Alternatively or in combination, the TMD device 300 may be coupled to a wearable base 110 as described above. A benefit of having the mass-spring system 300 on the top half of the wrist WR and the straps 361 on the bottom half is that it can make the TMD device 300 more accessible to the user. The TMD device does not have to conform precisely to the shape and size of the wrist WR of the user, as it would have to if the tuned mass damper device 300 operated on the entire wrist WR. Accordingly, far fewer iterations of the TMD device 300 would need to be manufactured to supply the vast majority of tremor patients. And, the TMD device 300 can be customized easily and cost effectively. Tremors can be difficult to address because each patient has their own unique tremor movement and tremor frequency. The TMD device 300 can be customized to the specific frequency of a characteristic tremor of the user, which usually falls between 3-12 Hz. Custom assembly can be straightforward due to the modular design. This modular design can also make removing and replacing the components of the bracelet easy, should it need repair or recalibration. By determining the tremor frequency of the patient or user, a mathematical model can be provided to calculate the optimal mass-spring-damper system as described above.

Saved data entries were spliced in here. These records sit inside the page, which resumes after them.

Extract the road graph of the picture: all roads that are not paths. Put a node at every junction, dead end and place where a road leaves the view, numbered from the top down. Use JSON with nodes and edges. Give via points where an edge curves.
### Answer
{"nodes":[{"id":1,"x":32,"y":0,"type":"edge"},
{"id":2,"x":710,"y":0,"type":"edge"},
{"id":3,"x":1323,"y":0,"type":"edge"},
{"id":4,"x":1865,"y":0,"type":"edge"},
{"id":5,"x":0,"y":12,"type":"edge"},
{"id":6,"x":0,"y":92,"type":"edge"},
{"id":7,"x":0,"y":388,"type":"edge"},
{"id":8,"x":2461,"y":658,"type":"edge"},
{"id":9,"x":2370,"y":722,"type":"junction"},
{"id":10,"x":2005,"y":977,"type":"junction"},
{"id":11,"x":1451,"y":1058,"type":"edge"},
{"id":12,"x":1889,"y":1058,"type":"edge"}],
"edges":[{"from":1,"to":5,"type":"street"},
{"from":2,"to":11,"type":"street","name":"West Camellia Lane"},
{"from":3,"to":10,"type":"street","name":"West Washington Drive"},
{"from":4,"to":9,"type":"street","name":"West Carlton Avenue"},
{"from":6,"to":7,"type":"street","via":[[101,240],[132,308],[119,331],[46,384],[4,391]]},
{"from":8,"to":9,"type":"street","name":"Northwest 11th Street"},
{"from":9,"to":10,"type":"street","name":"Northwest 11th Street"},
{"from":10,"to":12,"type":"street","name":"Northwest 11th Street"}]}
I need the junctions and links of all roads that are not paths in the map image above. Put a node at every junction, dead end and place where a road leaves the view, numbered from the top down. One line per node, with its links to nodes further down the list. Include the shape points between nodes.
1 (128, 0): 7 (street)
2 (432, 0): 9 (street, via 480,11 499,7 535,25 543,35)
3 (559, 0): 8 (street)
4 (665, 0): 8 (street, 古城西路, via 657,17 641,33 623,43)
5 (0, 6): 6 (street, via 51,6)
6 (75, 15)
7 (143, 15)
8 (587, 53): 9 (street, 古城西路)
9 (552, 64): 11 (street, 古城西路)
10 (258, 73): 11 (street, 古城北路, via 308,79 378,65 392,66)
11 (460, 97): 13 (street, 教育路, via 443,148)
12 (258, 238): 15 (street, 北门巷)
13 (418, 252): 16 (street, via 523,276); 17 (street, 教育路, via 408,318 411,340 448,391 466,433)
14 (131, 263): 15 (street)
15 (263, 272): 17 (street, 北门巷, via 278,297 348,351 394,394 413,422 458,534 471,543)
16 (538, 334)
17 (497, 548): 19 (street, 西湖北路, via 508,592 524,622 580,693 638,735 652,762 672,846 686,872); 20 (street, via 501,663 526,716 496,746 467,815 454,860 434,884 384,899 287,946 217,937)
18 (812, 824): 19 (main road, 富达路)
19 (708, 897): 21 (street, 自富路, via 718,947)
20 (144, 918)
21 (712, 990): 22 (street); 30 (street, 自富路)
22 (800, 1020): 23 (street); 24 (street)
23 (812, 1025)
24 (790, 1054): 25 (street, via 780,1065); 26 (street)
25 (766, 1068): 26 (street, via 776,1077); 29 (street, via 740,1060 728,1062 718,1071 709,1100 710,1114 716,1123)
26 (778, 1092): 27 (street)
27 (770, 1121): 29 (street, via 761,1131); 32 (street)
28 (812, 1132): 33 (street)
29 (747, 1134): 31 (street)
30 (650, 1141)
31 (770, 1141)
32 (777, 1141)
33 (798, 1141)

[0079] The TMD device 300 may incorporate embedded tuned mass dampers similar to the TMD device 125 described above with respect to FIGS. 2B1-2B3, that is, another mass-spring system that is provided inside the mass 321. The smaller mass-spring system may be similar to the mass 321 and may include rods 325 which may be allowed to oscillate within the mass components 323 that are coupled to one another to form an enclosure defining the smaller mass- spring system. Springs may be provided at the ends of each of the rods 325 to facilitate such oscillation. When the tremor begins, the mass 321 inside the bracelet-like device 300 and the smaller mass inside the larger mass 321 can begin to oscillate in a way that destructively interferes with the tremor motion. By tuning both mass-spring systems to the patient's tremor frequency, the bracelet-like TMD device 300 can better reduce hand tremors over a broader range of frequencies. For example, if one mass-spring system is tuned for patients with a first tremor frequency, e.g., 3.8 - 4 Hz, then a system with a further embedded mass-spring system may work well for patients with over a broader tremor frequency spectrum, e.g., in the range of 3.3 - 4.5Hz.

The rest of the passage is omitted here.